[Stored items]

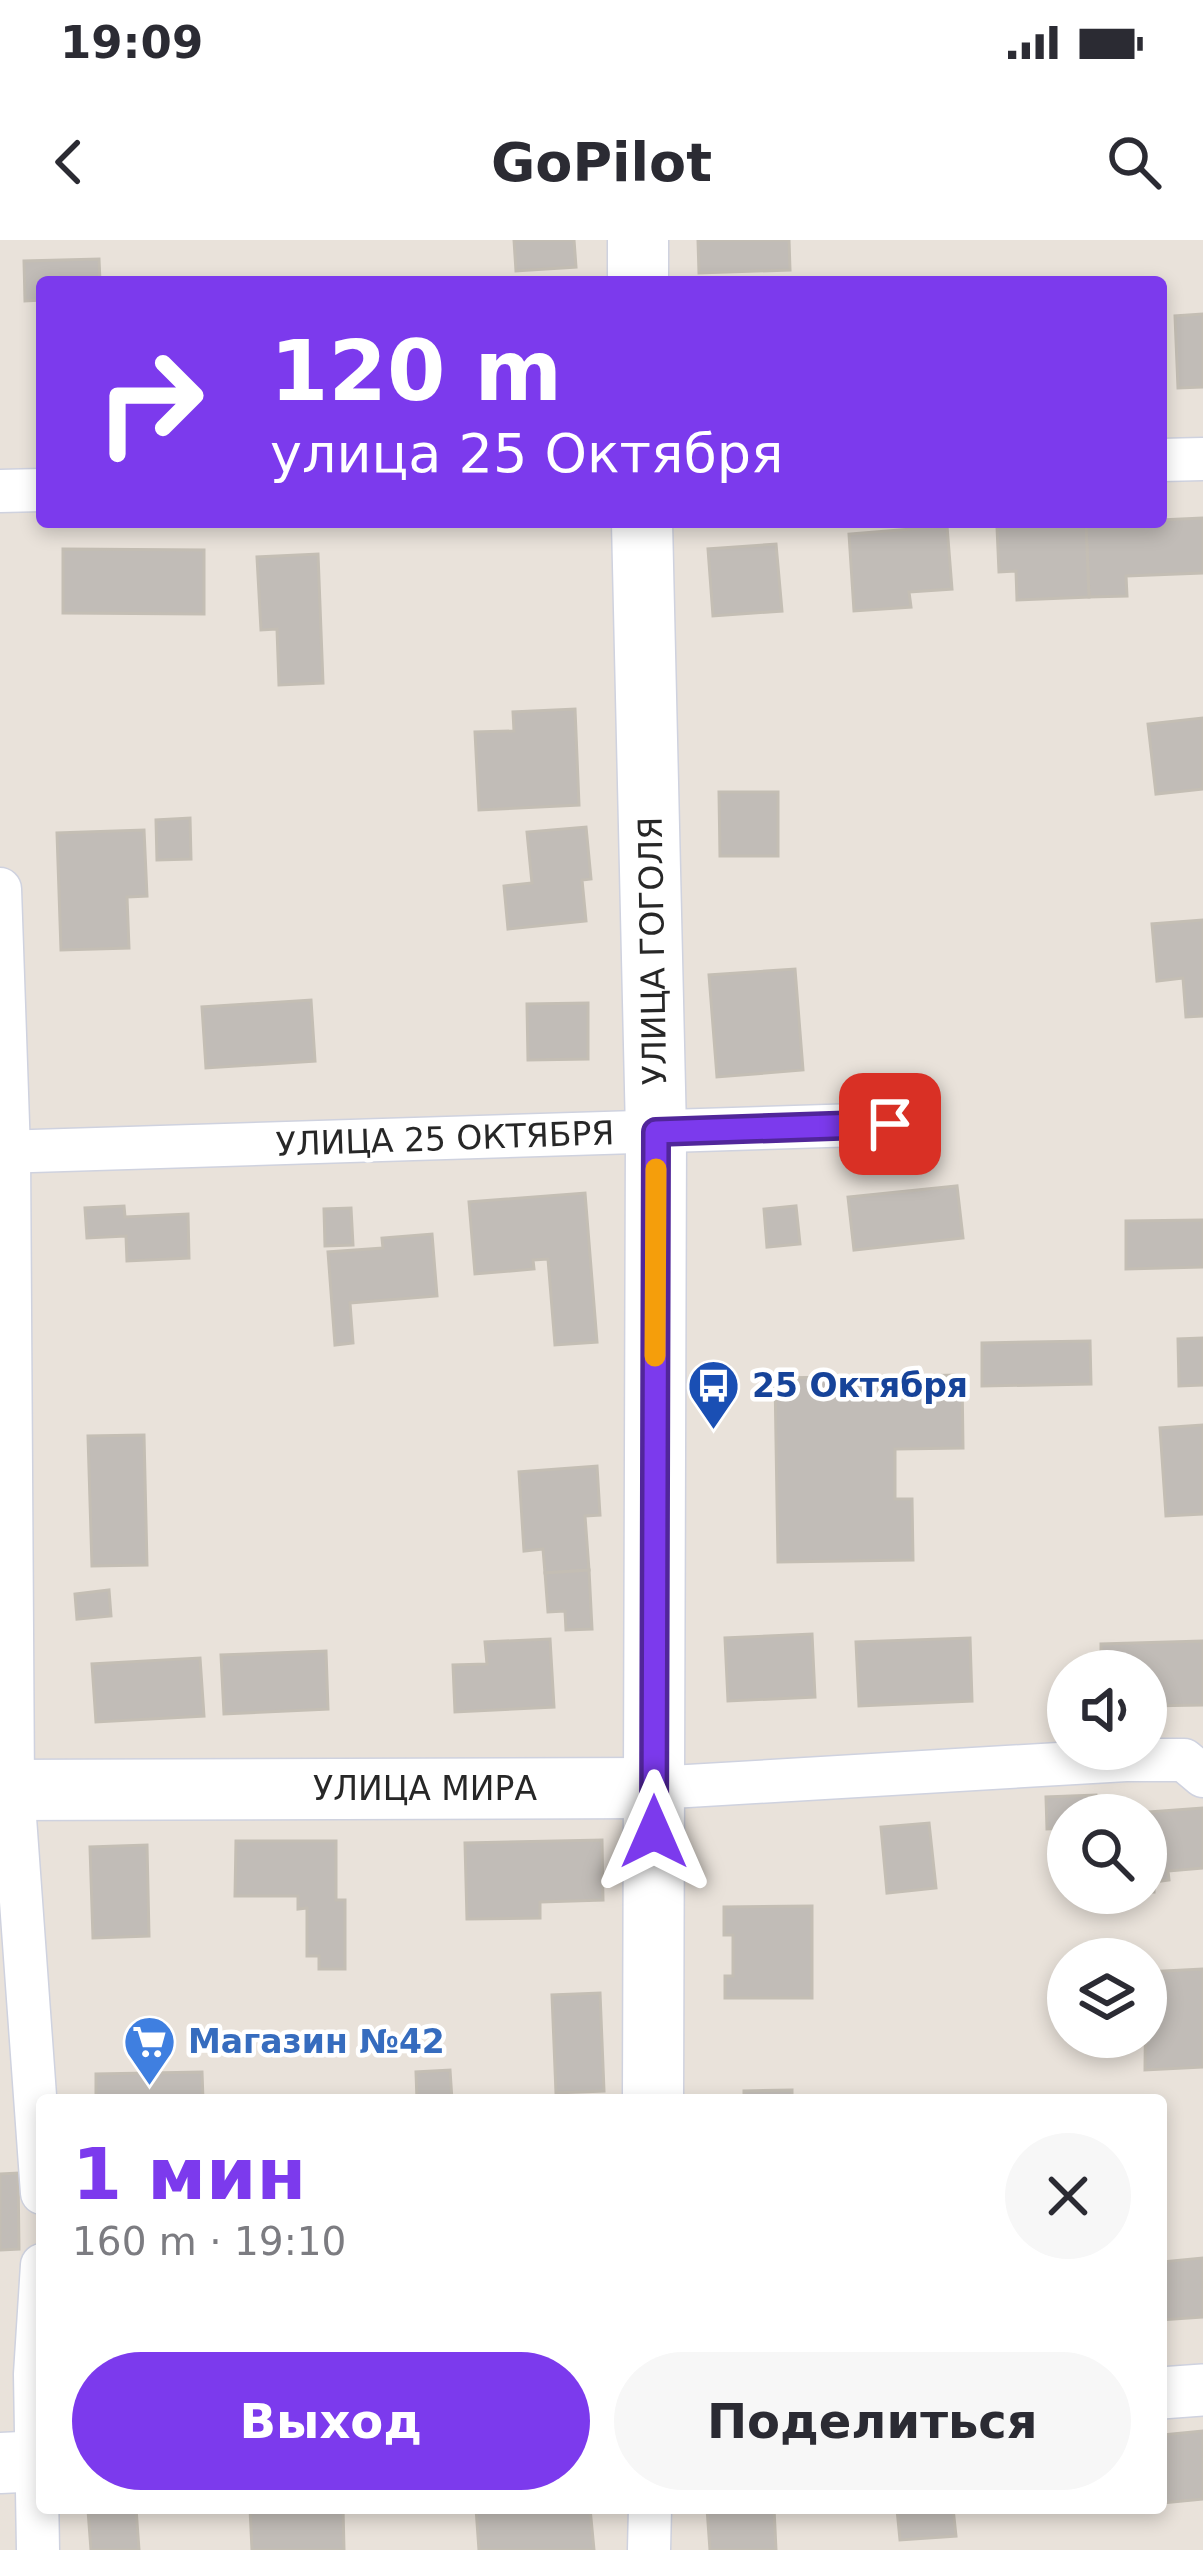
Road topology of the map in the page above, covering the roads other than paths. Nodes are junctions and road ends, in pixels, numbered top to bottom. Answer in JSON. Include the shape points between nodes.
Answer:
{"nodes":[{"id":1,"x":638,"y":240,"type":"edge"},
{"id":2,"x":638,"y":276,"type":"edge"},
{"id":3,"x":1203,"y":459,"type":"edge"},
{"id":4,"x":1167,"y":460,"type":"edge"},
{"id":5,"x":0,"y":490,"type":"edge"},
{"id":6,"x":36,"y":490,"type":"edge"},
{"id":7,"x":642,"y":528,"type":"edge"},
{"id":8,"x":0,"y":889,"type":"edge"},
{"id":9,"x":890,"y":1124,"type":"dead end"},
{"id":10,"x":656,"y":1132,"type":"junction"},
{"id":11,"x":4,"y":1152,"type":"edge"},
{"id":12,"x":1203,"y":1776,"type":"edge"},
{"id":13,"x":654,"y":1788,"type":"junction"},
{"id":14,"x":7,"y":1790,"type":"edge"},
{"id":15,"x":653,"y":2094,"type":"edge"},
{"id":16,"x":36,"y":2124,"type":"edge"},
{"id":17,"x":36,"y":2358,"type":"edge"},
{"id":18,"x":1203,"y":2390,"type":"edge"},
{"id":19,"x":1167,"y":2393,"type":"edge"},
{"id":20,"x":27,"y":2462,"type":"edge"},
{"id":21,"x":650,"y":2514,"type":"edge"},
{"id":22,"x":38,"y":2550,"type":"edge"},
{"id":23,"x":650,"y":2550,"type":"edge"}],
"edges":[{"from":1,"to":2,"type":"main road"},
{"from":3,"to":4,"type":"street"},
{"from":5,"to":6,"type":"street"},
{"from":7,"to":10,"type":"main road","name":"УЛИЦА ГОГОЛЯ"},
{"from":8,"to":11,"type":"street"},
{"from":9,"to":10,"type":"street","name":"УЛИЦА 25 ОКТЯБРЯ"},
{"from":10,"to":11,"type":"street","name":"УЛИЦА 25 ОКТЯБРЯ"},
{"from":10,"to":13,"type":"main road","name":"УЛИЦА ГОГОЛЯ"},
{"from":11,"to":14,"type":"street"},
{"from":12,"to":13,"type":"street","name":"УЛИЦА МИРА","via":[[1184,1760],[1126,1760]]},
{"from":13,"to":14,"type":"main road","name":"УЛИЦА МИРА"},
{"from":13,"to":15,"type":"main road","name":"УЛИЦА ГОГОЛЯ"},
{"from":14,"to":16,"type":"street"},
{"from":17,"to":20,"type":"street"},
{"from":18,"to":19,"type":"street"},
{"from":20,"to":22,"type":"street"},
{"from":21,"to":23,"type":"street"}]}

About this exercise –
For the records above, count the lines holding the word "Answer" and give only that number.

Completed task –
2